I wanted to make sure we talk about how culture wars are playing out in schools because first they came for the books, but now they're coming for the theater department.
I saw an article in the Washington Post on Tuesday about the trend of schools canceling student shows with LGBTQ characters.
Let me give you some examples.
This January, a school district in Ohio canceled a high school performance of the 25th annual Putnam County Spelling Bee over objections to profanity, a song about erections, the portrayal of Jesus, and the fact that one character has two gay fathers.
That's almost the exact description of an episode of Pivot, except with gay mothers instead.
The district later agreed to allow a lightly edited version of the musical.
The musical director of the show actually got help on those edits from a volunteer, from volunteer Rachel Sheinkin, the woman who won a Tony for writing the play.

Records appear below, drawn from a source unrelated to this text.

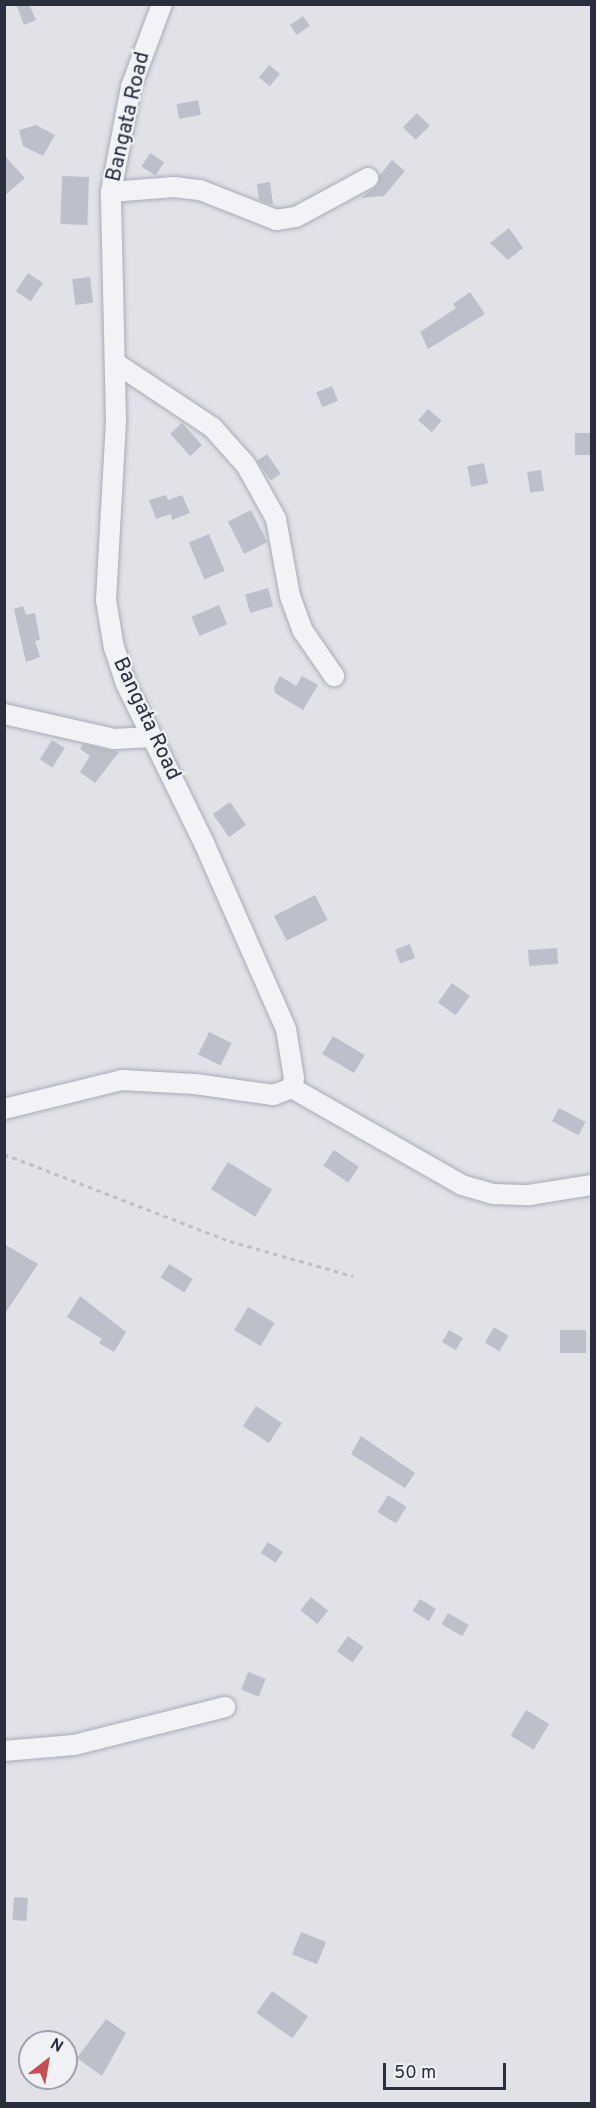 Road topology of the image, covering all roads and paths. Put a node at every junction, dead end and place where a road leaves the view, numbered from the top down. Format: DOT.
graph roads {
  1 [pos="162,4"];
  2 [pos="368,178"];
  3 [pos="111,192"];
  4 [pos="117,364"];
  5 [pos="334,676"];
  6 [pos="4,714"];
  7 [pos="151,737"];
  8 [pos="292,1088"];
  9 [pos="4,1109"];
  10 [pos="4,1154"];
  11 [pos="591,1185"];
  12 [pos="353,1276"];
  13 [pos="225,1707"];
  14 [pos="4,1751"];
  1 -- 3 [label="street, Bangata Road"];
  2 -- 3 [label="street"];
  3 -- 4 [label="street, Bangata Road"];
  4 -- 5 [label="street"];
  4 -- 7 [label="street, Bangata Road"];
  6 -- 7 [label="street"];
  7 -- 8 [label="street, Bangata Road"];
  8 -- 9 [label="street"];
  8 -- 11 [label="street"];
  10 -- 12 [label="path"];
  13 -- 14 [label="street"];
}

I can't believe an update school board got a Tony-winning artist to defend her work.
Another example, a school district in Texas canceled elementary school field trips to see the musical James and the Giant Peach.
In one case, one parent complained to school board members because actors were playing roles that are both male and female, which is very common.
Again, this feels like an episode of Pivot.
She felt it was the same as a drag performance.
One mom ruined the entire school trip.
An example I find personally egregious, well, I find them all egregious.
Administrators in Wisconsin Elementary School tried to cancel Dolly Parton in March.
Some first graders were going to sing the Miley Cyrus Dolly duet, duet, Rainbow Land, in concert.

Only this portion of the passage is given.